Schleifer’s research includes a look at the seven largest economic downturns since World War II. In three of those downturns, “the failure rate was worse when the economy was on the way back up,” he says. “Contractors load up on too much work and too much overhead too soon. They don’t factor in things like wage inflation and materials inflation when they bid, and then find out mid-job it’s unprofitable work.”

Following is Schleifer’s list of what causes most contractor failures.

  1. Traveling too far for work.
  2. Taking on bigger jobs than they can handle.
  3. Trying to do unfamiliar types of work.
  4. Forming joint ventures to accomplish the first three.
Schleifer cautions contractors about news stories that claim things aren’t as bad as predicted and that report consumers are spending again. “They don’t explain that the recession we just had was worse than the depression and that spending is up in remaining stores because many other stores closed,” he says.

The situation demands business planning for contractors that takes the timing of the margin recovery into account. Since margin recovery is still months or more away, Schleifer’s advice for a bulletproof 2013 strategy includes resisting aggressive pricing and bidding, conservatively projecting likely sales for two years and reducing overhead to fit likely sales.

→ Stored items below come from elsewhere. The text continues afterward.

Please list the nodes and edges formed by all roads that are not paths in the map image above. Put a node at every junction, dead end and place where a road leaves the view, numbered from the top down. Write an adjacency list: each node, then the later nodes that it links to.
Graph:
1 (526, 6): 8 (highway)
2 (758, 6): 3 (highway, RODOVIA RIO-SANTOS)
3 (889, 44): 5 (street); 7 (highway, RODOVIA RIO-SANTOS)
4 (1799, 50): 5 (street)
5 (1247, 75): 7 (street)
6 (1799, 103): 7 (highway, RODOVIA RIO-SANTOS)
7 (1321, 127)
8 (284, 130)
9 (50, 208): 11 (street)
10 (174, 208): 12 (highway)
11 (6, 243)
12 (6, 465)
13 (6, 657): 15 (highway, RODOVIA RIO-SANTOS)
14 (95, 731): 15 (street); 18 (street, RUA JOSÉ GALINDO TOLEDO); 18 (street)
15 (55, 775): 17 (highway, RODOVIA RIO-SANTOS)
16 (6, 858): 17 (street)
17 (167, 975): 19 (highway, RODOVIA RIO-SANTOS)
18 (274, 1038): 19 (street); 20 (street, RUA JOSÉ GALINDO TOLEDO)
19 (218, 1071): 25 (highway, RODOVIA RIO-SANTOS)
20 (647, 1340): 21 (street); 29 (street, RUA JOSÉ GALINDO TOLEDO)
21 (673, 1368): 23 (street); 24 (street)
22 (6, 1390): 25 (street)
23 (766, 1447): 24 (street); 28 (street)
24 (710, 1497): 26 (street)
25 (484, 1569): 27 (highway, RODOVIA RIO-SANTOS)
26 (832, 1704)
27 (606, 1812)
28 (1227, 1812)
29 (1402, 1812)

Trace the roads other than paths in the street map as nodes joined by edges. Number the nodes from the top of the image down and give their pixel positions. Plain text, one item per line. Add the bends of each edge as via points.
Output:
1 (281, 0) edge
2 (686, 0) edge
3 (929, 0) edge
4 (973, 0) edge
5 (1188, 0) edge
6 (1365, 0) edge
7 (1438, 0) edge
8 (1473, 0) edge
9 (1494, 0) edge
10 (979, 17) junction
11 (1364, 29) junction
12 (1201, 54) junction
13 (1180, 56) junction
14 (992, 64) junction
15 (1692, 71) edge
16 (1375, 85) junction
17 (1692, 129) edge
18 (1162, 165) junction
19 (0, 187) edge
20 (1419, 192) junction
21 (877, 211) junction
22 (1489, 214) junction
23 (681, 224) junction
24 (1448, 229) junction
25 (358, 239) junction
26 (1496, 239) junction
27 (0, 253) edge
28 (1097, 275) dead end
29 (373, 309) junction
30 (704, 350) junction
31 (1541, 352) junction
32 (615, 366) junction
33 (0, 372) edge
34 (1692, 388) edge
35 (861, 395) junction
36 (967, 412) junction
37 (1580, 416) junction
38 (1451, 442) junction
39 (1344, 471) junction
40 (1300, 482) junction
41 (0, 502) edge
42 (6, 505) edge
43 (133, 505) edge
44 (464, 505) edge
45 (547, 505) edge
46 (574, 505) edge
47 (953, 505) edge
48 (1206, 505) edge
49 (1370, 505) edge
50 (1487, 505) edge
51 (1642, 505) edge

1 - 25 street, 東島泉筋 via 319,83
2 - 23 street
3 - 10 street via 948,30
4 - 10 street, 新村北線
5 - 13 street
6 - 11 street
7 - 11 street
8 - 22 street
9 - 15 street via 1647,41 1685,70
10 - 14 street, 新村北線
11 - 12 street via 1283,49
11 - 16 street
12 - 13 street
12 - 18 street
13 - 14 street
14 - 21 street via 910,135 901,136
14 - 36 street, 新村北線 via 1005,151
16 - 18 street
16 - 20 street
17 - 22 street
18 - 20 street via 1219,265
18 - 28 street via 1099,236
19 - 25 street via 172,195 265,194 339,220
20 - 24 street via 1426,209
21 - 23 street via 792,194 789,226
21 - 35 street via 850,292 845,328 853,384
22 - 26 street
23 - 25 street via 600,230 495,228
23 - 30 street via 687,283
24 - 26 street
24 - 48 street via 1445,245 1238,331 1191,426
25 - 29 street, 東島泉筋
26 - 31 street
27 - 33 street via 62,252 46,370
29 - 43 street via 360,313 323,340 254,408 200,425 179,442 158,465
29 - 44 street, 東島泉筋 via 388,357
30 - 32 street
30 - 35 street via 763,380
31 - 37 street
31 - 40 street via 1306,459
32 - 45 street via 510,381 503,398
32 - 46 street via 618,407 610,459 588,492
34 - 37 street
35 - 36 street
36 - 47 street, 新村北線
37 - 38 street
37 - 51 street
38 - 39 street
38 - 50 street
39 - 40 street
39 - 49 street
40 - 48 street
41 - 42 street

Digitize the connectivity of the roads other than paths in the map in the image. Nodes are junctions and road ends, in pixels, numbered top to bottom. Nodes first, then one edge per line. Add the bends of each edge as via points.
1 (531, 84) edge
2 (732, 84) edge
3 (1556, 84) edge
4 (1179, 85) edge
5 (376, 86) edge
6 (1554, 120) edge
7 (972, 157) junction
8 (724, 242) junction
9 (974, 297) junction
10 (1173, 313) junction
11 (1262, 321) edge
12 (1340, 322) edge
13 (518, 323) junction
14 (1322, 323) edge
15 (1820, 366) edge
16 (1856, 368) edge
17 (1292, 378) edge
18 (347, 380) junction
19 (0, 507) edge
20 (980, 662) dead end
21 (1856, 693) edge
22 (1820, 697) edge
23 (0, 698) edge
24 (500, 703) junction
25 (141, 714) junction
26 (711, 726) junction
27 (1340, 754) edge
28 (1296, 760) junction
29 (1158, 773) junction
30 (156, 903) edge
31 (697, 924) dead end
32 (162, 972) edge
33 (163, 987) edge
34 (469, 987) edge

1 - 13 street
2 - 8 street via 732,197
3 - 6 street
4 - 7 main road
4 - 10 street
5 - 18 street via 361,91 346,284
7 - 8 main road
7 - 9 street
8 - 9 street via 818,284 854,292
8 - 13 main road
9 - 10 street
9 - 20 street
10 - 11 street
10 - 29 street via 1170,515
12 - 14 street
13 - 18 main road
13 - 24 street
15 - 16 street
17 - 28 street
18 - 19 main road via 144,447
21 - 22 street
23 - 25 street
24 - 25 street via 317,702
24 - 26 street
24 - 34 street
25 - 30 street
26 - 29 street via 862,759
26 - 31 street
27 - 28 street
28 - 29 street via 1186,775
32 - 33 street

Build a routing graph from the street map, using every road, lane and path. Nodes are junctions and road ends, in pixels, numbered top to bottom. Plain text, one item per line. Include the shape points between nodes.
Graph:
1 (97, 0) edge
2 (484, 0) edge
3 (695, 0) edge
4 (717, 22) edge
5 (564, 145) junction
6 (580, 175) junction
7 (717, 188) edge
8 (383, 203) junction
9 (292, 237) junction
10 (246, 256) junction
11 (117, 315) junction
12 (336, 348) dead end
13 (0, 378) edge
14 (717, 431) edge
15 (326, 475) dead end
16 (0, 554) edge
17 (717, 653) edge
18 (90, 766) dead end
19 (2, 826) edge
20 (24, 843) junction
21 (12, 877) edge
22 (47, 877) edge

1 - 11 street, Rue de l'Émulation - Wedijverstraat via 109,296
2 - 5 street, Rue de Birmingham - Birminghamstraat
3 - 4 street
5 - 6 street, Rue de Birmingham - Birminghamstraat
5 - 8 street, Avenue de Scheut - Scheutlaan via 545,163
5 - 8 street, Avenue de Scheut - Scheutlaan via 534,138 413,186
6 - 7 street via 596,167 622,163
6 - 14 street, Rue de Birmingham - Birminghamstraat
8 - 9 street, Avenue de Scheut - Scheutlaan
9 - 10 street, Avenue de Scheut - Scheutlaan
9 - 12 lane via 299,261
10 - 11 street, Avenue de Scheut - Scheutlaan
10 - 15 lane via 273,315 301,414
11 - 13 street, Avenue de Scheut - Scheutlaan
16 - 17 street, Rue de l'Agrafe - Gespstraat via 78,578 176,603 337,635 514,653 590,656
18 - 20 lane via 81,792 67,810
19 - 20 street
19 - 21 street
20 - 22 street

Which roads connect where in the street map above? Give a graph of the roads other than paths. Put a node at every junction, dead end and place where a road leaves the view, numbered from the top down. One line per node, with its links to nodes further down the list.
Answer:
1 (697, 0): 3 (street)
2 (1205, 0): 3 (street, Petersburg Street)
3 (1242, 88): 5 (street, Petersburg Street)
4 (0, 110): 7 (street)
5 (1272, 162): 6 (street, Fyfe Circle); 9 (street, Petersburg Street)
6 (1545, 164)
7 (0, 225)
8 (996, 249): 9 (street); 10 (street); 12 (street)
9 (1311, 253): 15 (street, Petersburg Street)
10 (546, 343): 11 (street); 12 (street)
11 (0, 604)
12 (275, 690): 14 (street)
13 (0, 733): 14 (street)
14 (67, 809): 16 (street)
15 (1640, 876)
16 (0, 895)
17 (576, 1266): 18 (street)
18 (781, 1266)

“That’s the tough part,” he says. “When you’re growing, additional overhead should trail your sales, but when you’re in a decline, trimming overhead should precede your sales. I call it the overhead paradox, and having the discipline to get lean and stay lean until margins recover is the key.”

Contractors are surviving by taking the advice of experts like Schleifer, construction accountants and professional surety advisors. Because they made necessary cuts before it was too late and remained credit- and bond-worthy, they are positioned for growth when the construction lag finally ends.